The Lazy Prophet

29 Elisha said to Gehazi, “Get ready, take my staff, and go! If you encounter anyone, don’t stop to greet them. If anyone greets you, don’t reply. Put my staff on the boy’s face.”

30 But the boy’s mother said, “I swear by your life and by the LORD’s life, I won’t leave you!” So Elisha got up and followed her.

31 Gehazi went on ahead of them. He set the staff on the young boy’s face, but there was no sound or response. So he went back to meet Elisha and told him, “The boy didn’t wake up.” (2 Kings 4:29-31, CEB)

This post is more directed at me than anyone else. I’ve journaled about it as well, but I’m still thinking out loud about ministry, laziness, the flesh, egos… all that good stuff.

Elisha has prayed for the Shunnamite woman to conceive. Years before she had built a room for Elisha, allowing him a place to stay when he was in the area. Imagine the scandal. A single prophet living in the home of a married woman…

I digress.

Elisha prayed and the woman conceived. Flash forward several years. The son has just died and the woman has gone out to hunt down Elisha. Finding him she rips into him for giving her a son and then letting him die.

Elisha calls his servant Gehazi and gives him his staff. He tells Gehazi to run ahead and lay the staff on the dead son.

He didn’t get up and go right away. He sent the servant.

There are good reasons for doing this. Perhaps he is up in years a bit and he can’t move as fast. He wants the answer to come quickly so he sends the servant with his staff. It represents him.

Perhaps he is not feeling well. He just needs someone to get there quicker.

There is also a reason that’s not so “nice.” He may have just been lazy. He may have thought, “I am really tied up with things here. Sending my servant with my staff should do the job.”

We don’t know why. Those who love prophets and think prophets can do no wrong will go with the first option. That’s okay.

It’s that second option that challenges me. Not because I think Elisha was in that category. It’s because too often I find myself in that category.

There are several issues facing me currently that require far more of me than I feel I can give right now. Yet, it’s not a matter of wanting to be more busy. They are issues that truly need my attention.

And I’m trying to send substitutes. I am trying to throw a little effort in and hoping for a big result.

Of course it’s not working! DUH!

There are times as ministers, as pastors, as prophets… we need to push the effort through. YES we are tired. YES we are pushed to the limit. YES we have too many things on our plates.

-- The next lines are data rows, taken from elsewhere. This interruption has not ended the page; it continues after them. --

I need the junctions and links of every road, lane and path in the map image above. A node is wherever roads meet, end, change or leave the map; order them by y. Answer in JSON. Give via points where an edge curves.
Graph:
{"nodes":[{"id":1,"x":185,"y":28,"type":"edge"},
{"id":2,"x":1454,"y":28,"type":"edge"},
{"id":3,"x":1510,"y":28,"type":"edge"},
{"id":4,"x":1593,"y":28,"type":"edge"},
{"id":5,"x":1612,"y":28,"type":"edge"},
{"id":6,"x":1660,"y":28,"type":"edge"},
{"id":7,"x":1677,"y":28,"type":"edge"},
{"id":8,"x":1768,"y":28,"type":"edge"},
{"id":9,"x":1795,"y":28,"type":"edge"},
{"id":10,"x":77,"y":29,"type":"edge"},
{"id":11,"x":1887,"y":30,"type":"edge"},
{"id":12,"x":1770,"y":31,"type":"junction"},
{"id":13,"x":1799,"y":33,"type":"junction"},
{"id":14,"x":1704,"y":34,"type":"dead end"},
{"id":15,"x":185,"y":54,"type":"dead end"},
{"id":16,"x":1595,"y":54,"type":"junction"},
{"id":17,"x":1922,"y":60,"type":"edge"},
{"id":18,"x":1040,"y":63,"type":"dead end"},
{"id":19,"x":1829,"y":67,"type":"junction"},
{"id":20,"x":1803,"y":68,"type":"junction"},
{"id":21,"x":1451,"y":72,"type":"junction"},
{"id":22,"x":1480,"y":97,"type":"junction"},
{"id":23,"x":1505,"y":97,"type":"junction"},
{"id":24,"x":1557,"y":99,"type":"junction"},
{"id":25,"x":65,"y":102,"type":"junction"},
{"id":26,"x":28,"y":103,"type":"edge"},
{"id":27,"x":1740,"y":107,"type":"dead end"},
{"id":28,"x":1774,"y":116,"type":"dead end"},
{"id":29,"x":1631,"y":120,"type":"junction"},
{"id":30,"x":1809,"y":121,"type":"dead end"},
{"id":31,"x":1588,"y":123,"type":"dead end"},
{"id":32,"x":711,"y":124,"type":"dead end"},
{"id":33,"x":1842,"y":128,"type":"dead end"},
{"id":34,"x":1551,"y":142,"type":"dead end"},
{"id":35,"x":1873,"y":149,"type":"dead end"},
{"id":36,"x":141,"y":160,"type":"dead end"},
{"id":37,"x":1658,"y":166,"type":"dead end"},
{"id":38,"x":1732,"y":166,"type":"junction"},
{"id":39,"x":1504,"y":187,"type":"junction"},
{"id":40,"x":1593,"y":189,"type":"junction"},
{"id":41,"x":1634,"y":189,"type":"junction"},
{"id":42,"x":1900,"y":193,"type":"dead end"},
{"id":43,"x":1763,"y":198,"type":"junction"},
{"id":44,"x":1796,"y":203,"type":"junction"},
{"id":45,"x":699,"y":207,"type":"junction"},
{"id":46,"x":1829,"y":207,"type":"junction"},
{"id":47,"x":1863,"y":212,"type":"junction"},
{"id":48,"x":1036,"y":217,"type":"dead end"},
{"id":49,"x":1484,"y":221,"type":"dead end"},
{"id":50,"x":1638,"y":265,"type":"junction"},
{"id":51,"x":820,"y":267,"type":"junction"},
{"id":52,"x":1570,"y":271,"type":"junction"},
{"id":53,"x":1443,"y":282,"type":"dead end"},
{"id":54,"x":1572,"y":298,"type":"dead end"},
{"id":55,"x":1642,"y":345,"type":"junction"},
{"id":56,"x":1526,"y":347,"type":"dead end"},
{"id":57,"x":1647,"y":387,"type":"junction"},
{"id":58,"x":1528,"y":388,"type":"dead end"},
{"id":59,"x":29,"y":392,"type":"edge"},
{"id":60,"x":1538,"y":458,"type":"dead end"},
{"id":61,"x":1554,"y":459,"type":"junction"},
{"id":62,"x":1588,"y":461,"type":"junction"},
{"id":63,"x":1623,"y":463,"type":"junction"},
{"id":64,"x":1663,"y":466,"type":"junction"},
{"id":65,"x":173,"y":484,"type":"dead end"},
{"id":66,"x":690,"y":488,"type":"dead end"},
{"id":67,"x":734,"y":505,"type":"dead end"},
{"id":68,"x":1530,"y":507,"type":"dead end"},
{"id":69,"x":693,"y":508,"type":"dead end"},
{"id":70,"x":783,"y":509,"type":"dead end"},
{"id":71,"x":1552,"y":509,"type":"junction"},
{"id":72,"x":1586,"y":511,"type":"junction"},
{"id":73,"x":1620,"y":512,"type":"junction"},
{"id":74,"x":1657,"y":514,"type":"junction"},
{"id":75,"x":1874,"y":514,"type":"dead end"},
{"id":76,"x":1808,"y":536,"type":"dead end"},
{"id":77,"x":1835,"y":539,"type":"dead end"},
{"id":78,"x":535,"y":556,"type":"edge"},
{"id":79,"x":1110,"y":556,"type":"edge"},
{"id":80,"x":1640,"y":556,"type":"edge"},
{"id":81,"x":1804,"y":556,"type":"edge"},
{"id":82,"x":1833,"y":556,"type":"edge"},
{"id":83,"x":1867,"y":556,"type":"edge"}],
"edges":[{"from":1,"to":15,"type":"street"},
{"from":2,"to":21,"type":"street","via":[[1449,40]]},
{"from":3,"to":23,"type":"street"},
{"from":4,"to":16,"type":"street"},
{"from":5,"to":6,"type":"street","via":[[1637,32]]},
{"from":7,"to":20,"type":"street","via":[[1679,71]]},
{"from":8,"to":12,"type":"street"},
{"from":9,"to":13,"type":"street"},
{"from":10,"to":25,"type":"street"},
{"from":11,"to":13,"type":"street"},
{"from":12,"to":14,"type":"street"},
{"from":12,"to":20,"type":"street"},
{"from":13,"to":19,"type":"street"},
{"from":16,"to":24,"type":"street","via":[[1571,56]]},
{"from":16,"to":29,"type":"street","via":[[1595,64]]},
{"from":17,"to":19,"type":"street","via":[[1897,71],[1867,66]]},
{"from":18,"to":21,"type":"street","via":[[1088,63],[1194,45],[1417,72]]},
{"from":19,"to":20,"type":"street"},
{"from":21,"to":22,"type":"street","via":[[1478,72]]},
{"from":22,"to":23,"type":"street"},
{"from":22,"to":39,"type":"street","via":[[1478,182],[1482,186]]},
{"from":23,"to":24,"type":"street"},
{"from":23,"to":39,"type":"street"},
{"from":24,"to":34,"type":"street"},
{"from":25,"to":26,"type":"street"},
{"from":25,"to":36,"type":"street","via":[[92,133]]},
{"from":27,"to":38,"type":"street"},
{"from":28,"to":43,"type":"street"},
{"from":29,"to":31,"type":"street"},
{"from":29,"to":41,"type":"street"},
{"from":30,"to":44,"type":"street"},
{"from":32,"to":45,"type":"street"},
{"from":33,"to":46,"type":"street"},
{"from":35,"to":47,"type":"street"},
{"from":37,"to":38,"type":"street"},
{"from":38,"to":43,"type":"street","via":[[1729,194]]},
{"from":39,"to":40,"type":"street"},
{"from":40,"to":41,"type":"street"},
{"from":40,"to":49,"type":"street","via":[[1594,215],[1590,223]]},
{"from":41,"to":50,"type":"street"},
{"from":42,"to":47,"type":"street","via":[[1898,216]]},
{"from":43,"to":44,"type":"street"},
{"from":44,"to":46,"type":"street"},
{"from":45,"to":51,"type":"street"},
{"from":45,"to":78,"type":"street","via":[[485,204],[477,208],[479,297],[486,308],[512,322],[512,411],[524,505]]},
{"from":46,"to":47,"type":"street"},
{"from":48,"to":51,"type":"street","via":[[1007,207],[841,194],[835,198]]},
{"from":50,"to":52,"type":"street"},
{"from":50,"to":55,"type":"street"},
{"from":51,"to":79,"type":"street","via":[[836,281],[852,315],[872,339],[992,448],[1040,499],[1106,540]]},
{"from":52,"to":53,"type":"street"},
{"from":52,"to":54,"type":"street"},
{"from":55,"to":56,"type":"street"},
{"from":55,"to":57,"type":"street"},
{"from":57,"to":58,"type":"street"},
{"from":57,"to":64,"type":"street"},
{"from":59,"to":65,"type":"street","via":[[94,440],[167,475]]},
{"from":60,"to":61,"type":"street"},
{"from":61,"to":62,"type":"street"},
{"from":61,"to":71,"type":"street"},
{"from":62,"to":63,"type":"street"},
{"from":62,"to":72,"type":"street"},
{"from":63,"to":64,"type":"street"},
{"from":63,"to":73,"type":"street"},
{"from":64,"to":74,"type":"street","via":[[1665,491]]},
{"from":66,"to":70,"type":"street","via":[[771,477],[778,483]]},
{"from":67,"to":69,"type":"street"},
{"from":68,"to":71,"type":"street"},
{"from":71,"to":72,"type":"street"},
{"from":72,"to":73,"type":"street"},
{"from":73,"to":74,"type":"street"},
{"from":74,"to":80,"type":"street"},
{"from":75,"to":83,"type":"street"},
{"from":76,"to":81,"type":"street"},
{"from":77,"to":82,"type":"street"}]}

But there is a call from God and sending some substitute won’t get it done. We have to go and lay on the dead body ourselves! Resurrection can happen.

Push through.

4 responses to “The Lazy Prophet”

  1. I’m not sure that he is necessarily lazy, rather that he was intentionally blinded to the nature of the catastrophe the mother had just experienced. These hero-stories tend to exonerate the prophetic protagonists, by and large. But the real hero remains the mother, indeed akin to the Syro-Phoenician woman to whom you make reference in your recent comments on Jesus, the NT Elisha hero-story.

    1. I don’t think he was lazy, either. Just some thoughts on ministry.

  2. Did God blind for a time both Elisha and Jesus as to the ultimate nature and extent of their respective ministries?

    1. I am just not ready to say that about Jesus.